Paul (Pavel) Sawabe was the first Japanese student and catechumen of St. Nicholas of Japan after he had arrived in Hakodate, Japan in 1861. Paul was the first Japanese to embrace Orthodox Christianity and was an ardent disciple of the future St. Nicholas and was an active missionary. Through his efforts the Japanese mission drew many new Christians and in time he became the first Japanese to be ordained to the priesthood.

Takuma Sawabe was born in 1833 in Kochi prefecture. His original name was Yamamoto Kazuma. He was a student, with a cousin, of the samurai art of Ken-do (Japanese swordsmanship) and philosophy. In 1857, while walking off some heavy drinking, Yamamoto ended up with two watches stolen by his cousin, but which he tried to sell. Yamamoto fled to Hakodate to escape the police who had identified him as having stolen the watches. In Hakodate, Yamamoto married the daughter of a Shinto priest named Sawabe. Yamamoto, after marrying the priest’s daughter, became an adopted son of the priest and changed his name. Under his new identity Takuma Sawabe did not participate in the Shinto priesthood, but led a group that reverenced the Emperor and demanded expulsion of the foreigners. The Russian Consulate in Hakodate became a target of their plan for assassinations.

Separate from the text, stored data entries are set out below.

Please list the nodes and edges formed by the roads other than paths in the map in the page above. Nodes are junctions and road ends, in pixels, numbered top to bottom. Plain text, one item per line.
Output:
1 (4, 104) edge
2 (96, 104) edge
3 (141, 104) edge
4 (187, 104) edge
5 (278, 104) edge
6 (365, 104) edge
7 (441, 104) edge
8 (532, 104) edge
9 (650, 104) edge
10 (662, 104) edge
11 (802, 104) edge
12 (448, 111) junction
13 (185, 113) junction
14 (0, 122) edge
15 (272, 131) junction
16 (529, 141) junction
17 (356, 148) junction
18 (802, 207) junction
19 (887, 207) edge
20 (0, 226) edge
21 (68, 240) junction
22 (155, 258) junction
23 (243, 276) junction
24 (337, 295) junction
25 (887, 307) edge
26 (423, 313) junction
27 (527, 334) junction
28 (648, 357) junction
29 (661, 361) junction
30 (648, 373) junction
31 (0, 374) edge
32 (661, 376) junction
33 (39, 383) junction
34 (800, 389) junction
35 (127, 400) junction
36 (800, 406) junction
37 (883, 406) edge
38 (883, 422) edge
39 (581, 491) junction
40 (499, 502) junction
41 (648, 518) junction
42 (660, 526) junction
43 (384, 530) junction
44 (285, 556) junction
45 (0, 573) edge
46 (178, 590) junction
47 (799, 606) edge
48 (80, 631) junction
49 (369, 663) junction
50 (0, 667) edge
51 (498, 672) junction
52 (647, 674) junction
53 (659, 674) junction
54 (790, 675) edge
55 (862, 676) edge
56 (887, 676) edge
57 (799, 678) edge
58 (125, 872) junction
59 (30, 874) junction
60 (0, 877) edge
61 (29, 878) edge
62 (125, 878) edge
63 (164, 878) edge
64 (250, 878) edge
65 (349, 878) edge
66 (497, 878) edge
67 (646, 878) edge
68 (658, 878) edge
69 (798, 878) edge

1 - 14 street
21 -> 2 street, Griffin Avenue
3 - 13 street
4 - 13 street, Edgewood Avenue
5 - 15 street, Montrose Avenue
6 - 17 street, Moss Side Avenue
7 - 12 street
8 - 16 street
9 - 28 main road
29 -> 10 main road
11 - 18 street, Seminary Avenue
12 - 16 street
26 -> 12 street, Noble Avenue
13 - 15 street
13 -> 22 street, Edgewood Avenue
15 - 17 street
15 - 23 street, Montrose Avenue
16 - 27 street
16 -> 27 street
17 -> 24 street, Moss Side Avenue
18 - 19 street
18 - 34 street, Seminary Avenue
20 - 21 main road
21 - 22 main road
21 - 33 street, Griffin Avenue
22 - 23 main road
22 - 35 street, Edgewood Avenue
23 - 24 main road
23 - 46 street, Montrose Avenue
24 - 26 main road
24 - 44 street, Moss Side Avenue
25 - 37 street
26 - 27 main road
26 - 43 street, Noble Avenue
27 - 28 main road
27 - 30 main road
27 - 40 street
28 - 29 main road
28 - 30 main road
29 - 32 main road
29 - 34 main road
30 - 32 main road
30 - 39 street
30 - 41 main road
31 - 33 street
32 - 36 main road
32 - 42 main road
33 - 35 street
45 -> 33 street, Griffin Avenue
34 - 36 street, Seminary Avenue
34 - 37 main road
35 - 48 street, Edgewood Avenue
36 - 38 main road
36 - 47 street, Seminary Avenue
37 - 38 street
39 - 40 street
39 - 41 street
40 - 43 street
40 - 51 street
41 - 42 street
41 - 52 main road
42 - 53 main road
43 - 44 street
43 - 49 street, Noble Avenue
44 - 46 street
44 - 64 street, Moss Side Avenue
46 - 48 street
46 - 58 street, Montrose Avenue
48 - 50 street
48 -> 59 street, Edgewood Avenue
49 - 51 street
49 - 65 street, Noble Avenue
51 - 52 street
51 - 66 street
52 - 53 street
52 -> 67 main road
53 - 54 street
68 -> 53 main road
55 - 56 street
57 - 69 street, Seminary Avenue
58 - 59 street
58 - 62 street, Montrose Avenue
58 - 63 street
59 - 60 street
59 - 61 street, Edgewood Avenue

One night in 1865, armed with a sword, he confronted the Hieromonk Nicholas with the intent of killing him before he did any preaching. In the exchange of words that followed, Nicholas questioned why Sawabe would kill him without hearing about what Nicholas would have to say. So, Sawabe asked Nicholas to tell him about his Christian religion. As the young missionary talked, his words softened Sawabe’s heart, his interest increased, and he began to study the Christian doctrine. Soon, Sawabe was joined by a doctor friend, Sakai Tokurei, in a discussion group. They in turn were joined by two more friends, Urano and Suzuki, and so the group of catechumens grew. They themselves began teaching about Orthodox Christianity to other Japanese people. Yet at this time, the Japanese policy was still to persecute Christians and forbid conversion to Christianity.

Then in April 1868, with the Reader Bissarion Sartoff guarding the consulate office door, Nicholas baptized Sawabe, Sakai, and Urano with the baptismal names for Paul, John, and James respectively. They had become the first Japanese people to accept Orthodox Christianity. With their baptism Paul and his friends went on to preach their new religion more fervently.

As the threat of imprisonment and perhaps even execution increased in the Hakodate area, Hieromonk Nicholas sent Paul and his friends to travel else where in Japan to preach their new faith, but ultimately to gain greater safety for them. Not hearing from Paul for some months, Hieromonk Nicholas was very glad to receive news from Paul of his successes in Sendai, in northern Honshu. In time the opposition to Christianity subsided, and the now Archimandrite Nicholas began to look to expanding his missionary work to Tokyo.

It was Paul Sawabe whom Nicholas sent to Tokyo to review the situation for missionary work in the Tokyo/Yokohoma area and advise him of the potential for such work there. Paul’s report was one of optimism, and Paul advised Nicholas to come to Tokyo as soon as possible. So, in late January 1871, Archimandrite Nicholas arrived in Yokohoma and proceeded to Tokyo to set up his headquarters.

Local opposition to Christianity was still present. In February 1872, Paul Sawabe and many of his co-workers in Christ were arrested by the local police in Sendai. The officials were amazed that even among the children their answers to questioning showed a deep conviction to their Christian beliefs. Even though many had not been baptized none changed their position but were strengthened in their faith.

On July 12, 1875, at the second General Council of the Japanese mission, Archimandrite Nicholas decided that there was a need for native clergy, and named Paul Sawabe to be the first priest, and that John Sakai would be a deacon. A month later Bishop Paul of East Siberia came to Hakodate for the first sacraments of the Holy Orders in Japan and ordained the new priest and deacon.

Paul Sawabe continued to service his new faith as his church grew over the following decades. He was to survive his mentor and bishop by a year, dying in 1913.